====== Input

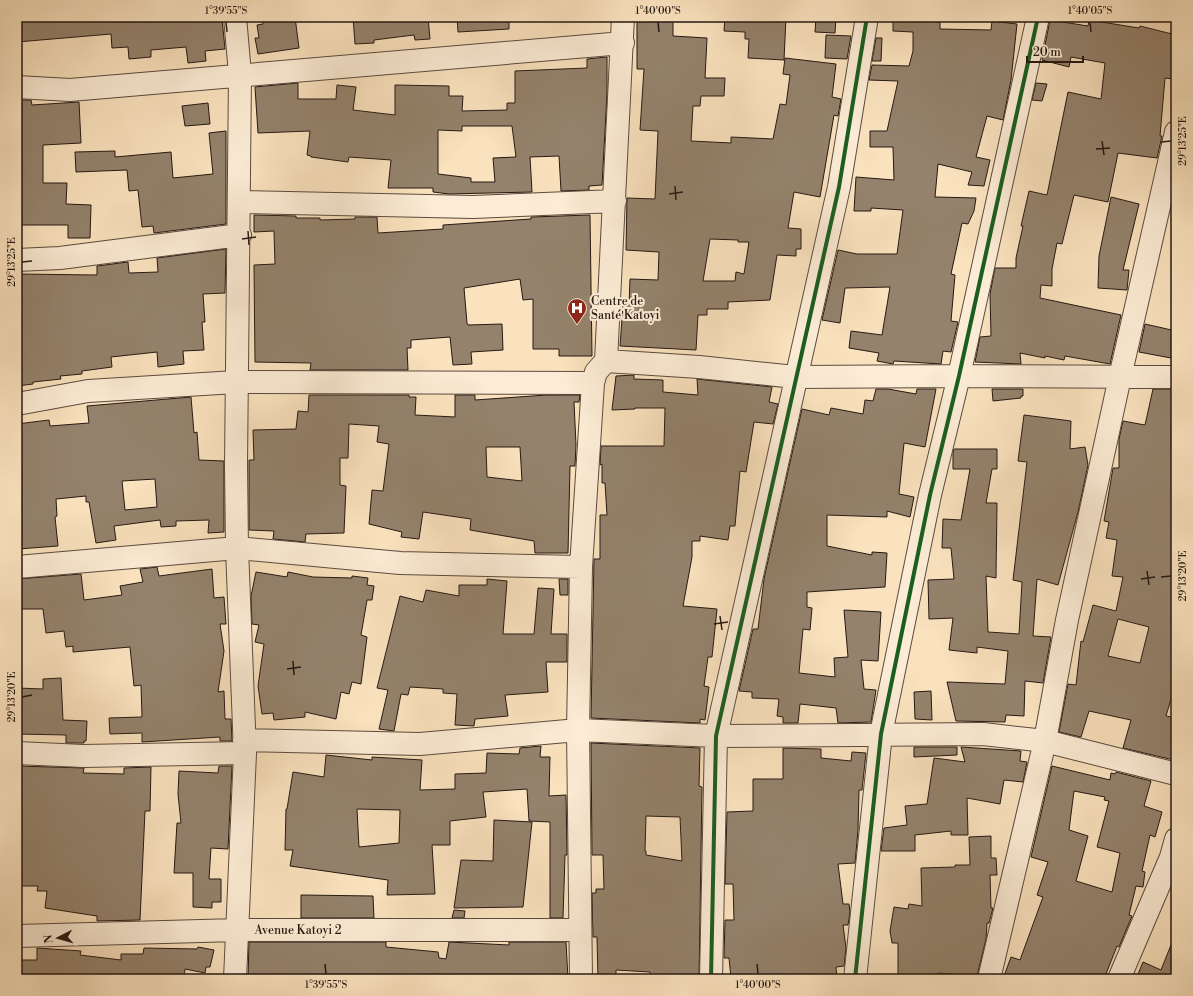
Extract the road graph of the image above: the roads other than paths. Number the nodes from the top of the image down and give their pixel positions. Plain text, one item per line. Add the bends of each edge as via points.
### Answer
1 (236, 17) edge
2 (623, 17) edge
3 (867, 17) edge
4 (1038, 17) edge
5 (623, 43) junction
6 (240, 74) junction
7 (17, 87) edge
8 (1176, 132) edge
9 (615, 200) junction
10 (239, 202) junction
11 (240, 235) junction
12 (17, 260) edge
13 (606, 361) junction
14 (959, 376) junction
15 (795, 377) junction
16 (1120, 377) junction
17 (1176, 377) edge
18 (236, 382) junction
19 (593, 383) junction
20 (17, 404) edge
21 (237, 548) junction
22 (17, 567) edge
23 (581, 567) junction
24 (578, 730) junction
25 (881, 734) junction
26 (716, 736) junction
27 (1045, 740) junction
28 (245, 746) junction
29 (17, 753) edge
30 (1176, 774) edge
31 (1176, 839) edge
32 (238, 930) junction
33 (580, 930) junction
34 (17, 936) edge
35 (235, 979) edge
36 (581, 979) edge
37 (711, 979) edge
38 (855, 979) edge
39 (989, 979) edge
40 (1119, 979) edge

1 - 6 street
2 - 5 street
3 - 15 street via 839,187
4 - 14 street
5 - 6 street
5 - 9 street
6 - 7 street via 70,90
6 - 10 street
8 - 16 street
9 - 10 street via 473,207
9 - 13 street
10 - 11 street
11 - 12 street via 60,258
11 - 18 street
13 - 15 street
13 - 19 street via 596,372
14 - 15 street
14 - 16 street
14 - 25 street via 930,495
15 - 26 street
16 - 17 street
16 - 27 street via 1067,620
18 - 19 street
18 - 20 street via 88,391
18 - 21 street
19 - 23 street
21 - 22 street
21 - 23 street via 400,563
21 - 28 street
23 - 24 street
24 - 26 street
24 - 28 street via 420,744
24 - 33 street
25 - 26 street
25 - 27 street via 983,734
25 - 38 street
26 - 37 street
27 - 30 street
27 - 39 street
28 - 29 street via 83,756
28 - 32 street
31 - 40 street via 1171,857
32 - 33 street, Avenue Katoyi 2
32 - 34 street, Avenue Katoyi 2
32 - 35 street
33 - 36 street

============

Only a number belongs in the answer: state how many lines of the entries above hold "Avenue".

2